Solved: lms 4.x dfm alert oper/unresp.

secureIT · ‎06-15-2013

Hi,

few of the interfaced in routers switches went down and the alarm was not displayed in lms 4.2.3 dfm activities pages..

my observation was that, there were unresponsive alarms generated, and according to my knowledge untill that interface becomes available for "icmp and snmp" no more alarms will not generated if that interface goes down..

should it generate operationally down alert before getting unresponsive alarm.??

in case A, i used to get operationlly down alarm and in 3 mins, unreponsive alarm

in case B, i get only unresponsive alarm only.

can some one clarify my doubt.??

regards

Rajesh

Michel Hegeraat · ‎07-28-2013

Good luck with that Rajesh,

I still would like to see the trace, just to see what goes on between LMS and the device.

You can edit out sensitive stuff like community string, etc with wireshark.

Or send it to me private.

Cheers,

Michel

.

View solution in original post

Michel Hegeraat · ‎06-16-2013

Hi Rajesh,

Only if a device is SNMP reachable it can make DFM generate an operational down alert.

Otherwise "unresponsive" is all you get.

Therefore you better make sure both sides of each important link is "managed"

Cheers,

Michel

secureIT · ‎06-17-2013

Could you please give example for both of the alarms....

Michel Hegeraat · ‎06-17-2013

No sure what you mean with an example here,

If your device is still reachable, because you manage it properly on a loopback interface, it can still be reachable even if several interfaces are down.

It therefore can report back the "down" state of these interfaces to DFM. (giving operational down)

If a device is unreachable because the Fa0 on which the management IP is situated is down, it can no longer report that state back to DFM because there is no IP connectivity to do so. (giving unresponsive)

Cheers,

Michel

secureIT · ‎06-17-2013

Hi Michael,

Let me explain the problem...

1.The Router has a loop back ip and the same is configured in common services.
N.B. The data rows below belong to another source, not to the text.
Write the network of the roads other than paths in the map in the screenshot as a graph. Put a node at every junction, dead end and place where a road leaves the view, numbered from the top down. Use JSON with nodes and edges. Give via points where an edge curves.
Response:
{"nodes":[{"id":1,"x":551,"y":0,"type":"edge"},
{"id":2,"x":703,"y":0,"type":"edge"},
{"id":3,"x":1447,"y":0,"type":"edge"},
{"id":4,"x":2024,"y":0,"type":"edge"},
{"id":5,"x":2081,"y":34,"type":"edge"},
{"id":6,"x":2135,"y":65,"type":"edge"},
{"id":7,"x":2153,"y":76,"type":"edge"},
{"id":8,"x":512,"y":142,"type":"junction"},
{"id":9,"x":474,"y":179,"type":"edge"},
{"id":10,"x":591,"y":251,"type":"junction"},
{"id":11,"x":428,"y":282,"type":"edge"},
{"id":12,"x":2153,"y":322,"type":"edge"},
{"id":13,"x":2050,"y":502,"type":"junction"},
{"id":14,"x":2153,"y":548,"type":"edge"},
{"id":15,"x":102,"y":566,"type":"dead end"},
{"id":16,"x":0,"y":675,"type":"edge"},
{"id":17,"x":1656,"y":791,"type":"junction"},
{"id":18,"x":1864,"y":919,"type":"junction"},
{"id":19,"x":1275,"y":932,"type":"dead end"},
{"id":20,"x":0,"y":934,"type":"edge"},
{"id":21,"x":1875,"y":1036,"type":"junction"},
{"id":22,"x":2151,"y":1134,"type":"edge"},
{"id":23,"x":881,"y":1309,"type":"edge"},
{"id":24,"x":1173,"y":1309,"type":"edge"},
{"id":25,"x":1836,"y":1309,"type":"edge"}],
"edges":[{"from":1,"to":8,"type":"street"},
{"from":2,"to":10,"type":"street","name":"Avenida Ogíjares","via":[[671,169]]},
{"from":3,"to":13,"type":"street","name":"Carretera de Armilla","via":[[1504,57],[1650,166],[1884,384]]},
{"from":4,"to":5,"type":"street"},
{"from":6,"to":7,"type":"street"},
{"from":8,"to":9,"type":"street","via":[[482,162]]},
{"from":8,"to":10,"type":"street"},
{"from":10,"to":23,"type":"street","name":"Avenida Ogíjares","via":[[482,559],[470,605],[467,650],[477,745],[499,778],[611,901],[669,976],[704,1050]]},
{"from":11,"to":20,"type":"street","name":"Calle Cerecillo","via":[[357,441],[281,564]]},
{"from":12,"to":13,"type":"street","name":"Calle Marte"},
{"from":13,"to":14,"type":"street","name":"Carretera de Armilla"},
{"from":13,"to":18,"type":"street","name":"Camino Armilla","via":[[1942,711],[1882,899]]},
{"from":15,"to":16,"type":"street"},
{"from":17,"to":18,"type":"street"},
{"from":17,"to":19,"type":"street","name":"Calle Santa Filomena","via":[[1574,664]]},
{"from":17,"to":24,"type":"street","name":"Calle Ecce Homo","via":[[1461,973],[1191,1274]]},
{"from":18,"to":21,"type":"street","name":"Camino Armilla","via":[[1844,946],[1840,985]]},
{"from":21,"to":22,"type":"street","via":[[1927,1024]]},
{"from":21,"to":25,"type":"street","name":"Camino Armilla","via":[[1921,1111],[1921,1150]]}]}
There is an interface Gig 1/1 for example, which was down for more than 5 min but alarm didn't come in Dfm. As per show ip route Lms-ip, executed in router, router is not learning Lms ip via the interface Gig 1/1. I got unresponsive alarms and not operationally down one... From another Router I got got operationally down alarm and after 3 min I got unresponsive alarm... According to my knowledge if interface is not pingable then unresponsive alarm should come. Pls correct me...

Regards

Rajesh

Michel Hegeraat · ‎06-17-2013

> According to my knowledge if interface is not pingable then unresponsive alarm should come

This is true.

But you only receive an operational down, when the device is still reachable on its management IP address, and only for interfaces that are monitored.

So what you should find out is:

if Gi 1/1 is down, can DFM still query the loopback?

It needs to talk to the loopback to get the status of the other monitored interfaces,

cheers,

Michel

secureIT · ‎06-25-2013

Hi michel,

Im facing a crazy issue in lms...

Loopback ip is reachable via icmp and able to get response from snmpwalk to the tengig2/1 interface via the loopback ip.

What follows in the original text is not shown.